A Successful Sales & Lead Follow-Up Process for Life & Health Insurance Agents
When it comes to closing deals, a critical component is the follow-up.
It’s no secret that sales follow-ups can involve several touches—it varies from person to person and group to group. However, tenacity will be your best asset as an insurance agent in any sales follow-up process to improve your chances of connection and conversion.
This blog focuses on the follow-up. We will cover:
- How to increase speed-to-contact
- Establishing a process behind continued sales contact follow-ups
- How to follow up and what to say
- Lead and sales management in AgencyBloc
First Contact With a Health and Life Insurance Lead
The first contact, the big kahuna, is your first step in the process and your best chance for conversion.

Source | InsideSales
There are many, many more statistics we could include, but the fact of the matter is: speed-to-contact is the differentiator and can mean the difference between lost and won.
So, how do you do it?
To achieve speed-to-contact, you have to know immediately about the lead. That’s where workflow automation becomes a significant component.
Workflow automation is defined as: “A created series of automated actions for the steps in a business process. It is used to improve everyday business processes because when your work flows, you can concentrate on getting more done and focusing on the things that matter. It allows teams to spend more time on the actual work itself and less time on the processes that support them.”
Combining workflow automation with your industry-specific agency management system (AMS) gives you the power to ensure timely follow-ups happen in your sales process.
In AgencyBloc, our workflow automation component is called Automated Workflow. Using Automated Workflow, you can create alerts that notify you instantly when a new lead comes in, whether it’s:
- A walk-in/call-in
- Referral
- Website lead form submission
- Purchased lead
Once someone is marked as a lead in your AgencyBloc account, you will be notified. This allows you to act sooner and be the first agent to call them and make contact.
That, in a nutshell, is speed-to-contact.
After that, it’s maintaining the connection to give yourself the edge and improve your chances of ultimately winning that lead.
Establishing a Process Behind Continued Contact Attempts
The worst thing a life and health insurance agent can do after the first contact attempt is to stop trying. Following that method almost guarantees you will lose the lead, and they will partner with a different agent.
Even if you don’t make contact right away, keep going. Invesp found that 48% of salespeople never make a single follow-up attempt. This is where your tenacity and dedication can pay off in the end.
Check out more stats in the following infographic for more on the benefits of repeated attempts.

Source | InsideSales
To help you find success, LeadSimple outlined these nine ways to improve your follow-up results:
- Use a follow-up schedule
- Use different contact formats
- Time your follow up for maximum impact
- Leverage email templates
- Track ACTUAL contact attempts
- Always get agreement on next steps
- Use content to expand the range of potential touchpoints
- Track email opens and click-throughs
- Use call down lists
Putting a process behind your sales follow-up efforts helps you be efficient and consistent. LeadSimple’s #1 tip for improving your follow-up results is to create a schedule.

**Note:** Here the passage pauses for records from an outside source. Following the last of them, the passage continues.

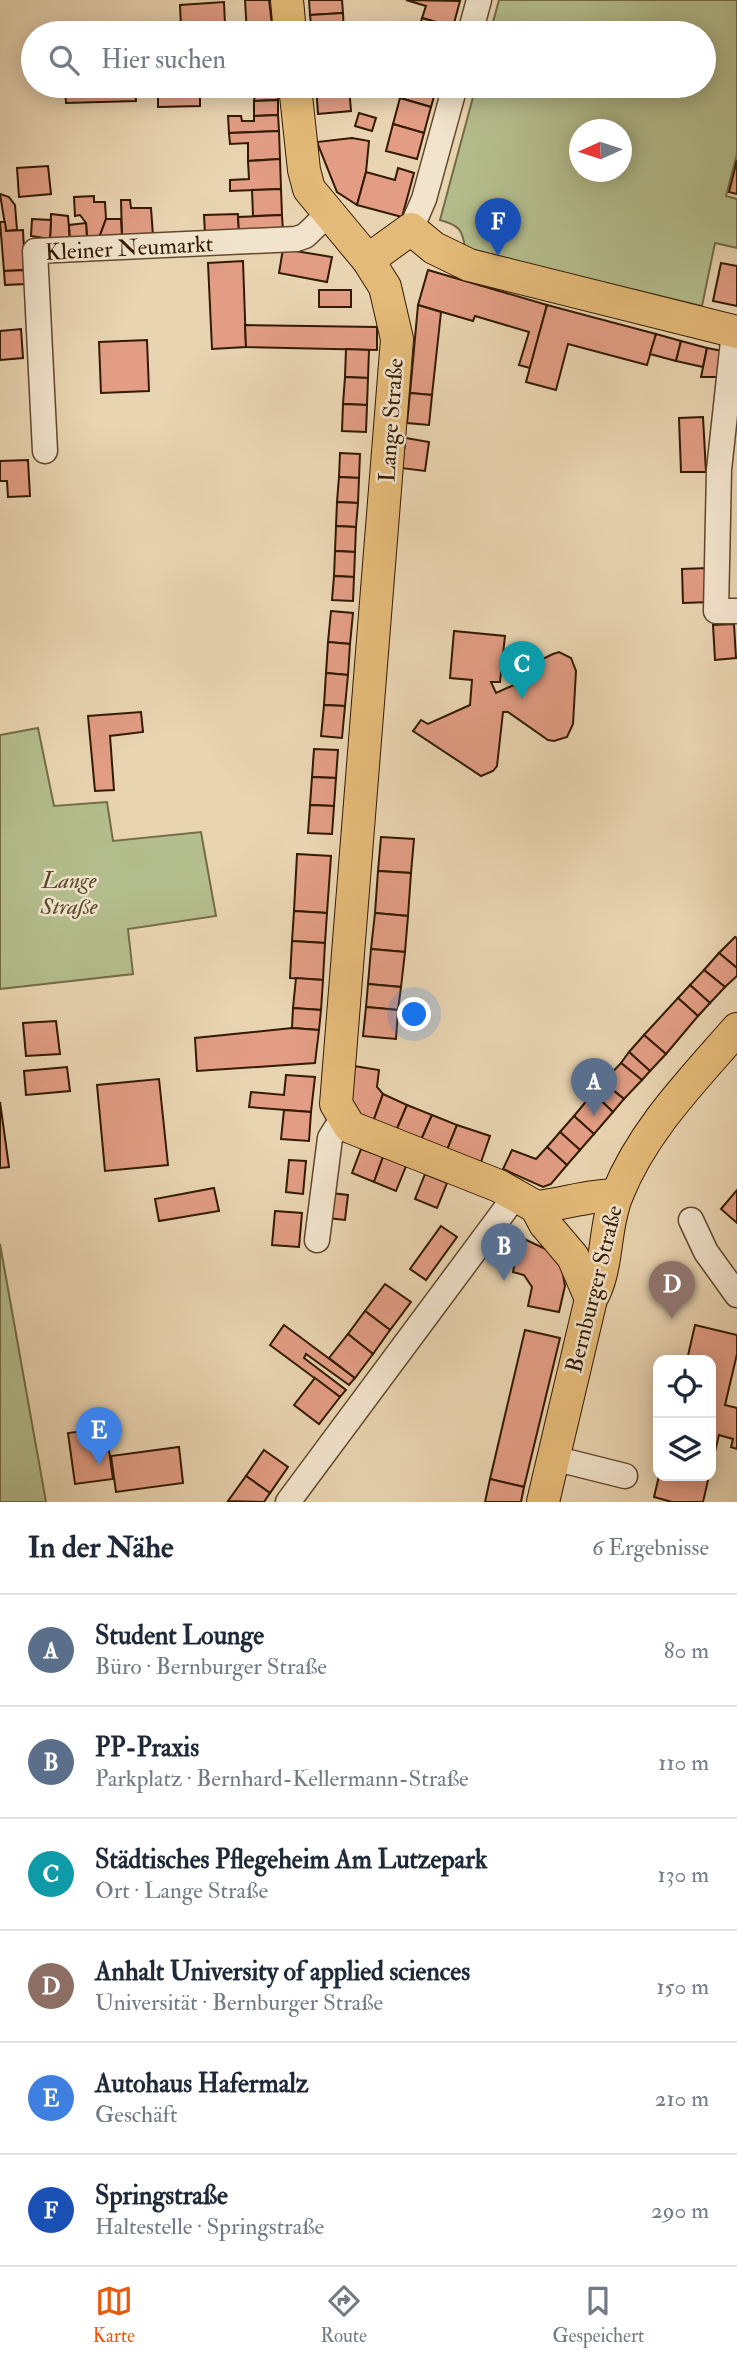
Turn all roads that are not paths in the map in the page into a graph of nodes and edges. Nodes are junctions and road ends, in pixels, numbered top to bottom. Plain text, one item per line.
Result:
1 (287, 0) edge
2 (479, 0) edge
3 (289, 21) edge
4 (473, 21) edge
5 (296, 98) edge
6 (453, 98) edge
7 (328, 214) junction
8 (411, 229) junction
9 (371, 264) junction
10 (736, 332) edge
11 (45, 452) dead end
12 (727, 611) edge
13 (737, 1030) edge
14 (342, 1119) junction
15 (617, 1195) junction
16 (526, 1201) junction
17 (691, 1220) dead end
18 (317, 1240) dead end
19 (737, 1295) edge
20 (591, 1299) junction
21 (553, 1458) junction
22 (625, 1476) dead end
23 (288, 1502) edge
24 (543, 1502) edge

1 - 3 main road
2 - 4 street
5 - 7 main road, Lange Straße
6 - 8 street
7 - 9 main road, Lange Straße
7 - 11 street, Kleiner Neumarkt
8 - 9 main road
8 - 10 main road
9 - 14 main road, Lange Straße
10 - 12 street
13 - 15 main road, Bernburger Straße
14 - 16 main road
14 - 18 street
15 - 16 main road
15 - 20 main road, Bernburger Straße
16 - 20 main road
16 - 23 street
17 - 19 street
20 - 21 main road, Bernburger Straße
21 - 22 street
21 - 24 main road, Bernburger Straße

Again, this is where workflow automation can help.
Things happen, and it’s easy to forget to follow up. Use workflow automation to your benefit by building out your schedule and letting it help you stay on track.
Automated Workflow in AgencyBloc lets you create your schedule, then alerts you via task assignment or email when something needs to be done. You can take it a step further, too, and create email notifications that will be sent to the insurance lead.

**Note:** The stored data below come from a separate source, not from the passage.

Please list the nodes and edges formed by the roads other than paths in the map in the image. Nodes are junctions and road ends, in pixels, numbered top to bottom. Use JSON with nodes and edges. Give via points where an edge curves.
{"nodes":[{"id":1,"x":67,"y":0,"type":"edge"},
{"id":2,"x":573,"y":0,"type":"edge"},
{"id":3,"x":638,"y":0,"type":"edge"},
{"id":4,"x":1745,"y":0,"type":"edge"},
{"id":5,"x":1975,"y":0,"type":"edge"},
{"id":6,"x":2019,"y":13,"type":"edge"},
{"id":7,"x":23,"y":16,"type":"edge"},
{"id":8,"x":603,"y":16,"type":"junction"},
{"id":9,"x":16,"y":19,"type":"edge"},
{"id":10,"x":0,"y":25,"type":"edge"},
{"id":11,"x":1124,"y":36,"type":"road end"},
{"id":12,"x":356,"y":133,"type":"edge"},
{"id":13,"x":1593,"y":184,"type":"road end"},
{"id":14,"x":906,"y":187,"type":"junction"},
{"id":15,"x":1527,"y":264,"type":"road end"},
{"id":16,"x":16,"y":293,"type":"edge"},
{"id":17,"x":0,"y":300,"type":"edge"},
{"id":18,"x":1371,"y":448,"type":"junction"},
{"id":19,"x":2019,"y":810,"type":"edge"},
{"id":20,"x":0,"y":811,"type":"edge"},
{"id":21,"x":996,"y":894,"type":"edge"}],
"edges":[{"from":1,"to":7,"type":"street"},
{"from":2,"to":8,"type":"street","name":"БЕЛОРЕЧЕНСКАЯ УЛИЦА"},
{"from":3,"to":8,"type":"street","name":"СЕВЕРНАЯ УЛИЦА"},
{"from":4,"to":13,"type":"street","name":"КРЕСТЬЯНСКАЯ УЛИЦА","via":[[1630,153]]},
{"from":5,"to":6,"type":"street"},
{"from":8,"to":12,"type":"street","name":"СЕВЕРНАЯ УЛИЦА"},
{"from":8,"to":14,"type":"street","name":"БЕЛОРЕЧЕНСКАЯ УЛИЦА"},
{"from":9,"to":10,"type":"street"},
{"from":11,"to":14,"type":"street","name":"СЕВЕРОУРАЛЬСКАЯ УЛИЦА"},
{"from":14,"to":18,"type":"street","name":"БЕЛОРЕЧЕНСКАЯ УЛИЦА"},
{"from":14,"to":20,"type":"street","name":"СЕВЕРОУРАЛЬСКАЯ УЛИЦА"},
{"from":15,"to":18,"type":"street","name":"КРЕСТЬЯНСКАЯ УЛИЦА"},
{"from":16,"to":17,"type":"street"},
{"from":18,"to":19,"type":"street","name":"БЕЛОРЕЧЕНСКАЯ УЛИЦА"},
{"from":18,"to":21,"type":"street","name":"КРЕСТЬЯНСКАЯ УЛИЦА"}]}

If you’re not sure where to start, here’s a sample schedule you can follow:
- Attempt 1: As soon as the lead comes in — call
- 2: Same day, follow-up with an email reminding them of your contact info
- 3: 3 days after attempt 1, email
- 4: 1 week after attempt 1, call
- 5: 2 weeks after attempt 1, letter in the mail arrives for lead (if possible)
- 6: 18 days after attempt 1, call
- 7: 3 weeks after attempt 1, email
- 8: 25 days after attempt 1, call
- 9: 4 weeks after attempt 1, break up email
Research shows that 80% of clients require 5+ touchpoints. Having more attempts in place to connect isn’t always a bad thing. It gives you the framework to communicate with the lead and improve your chances of ultimately converting that sale.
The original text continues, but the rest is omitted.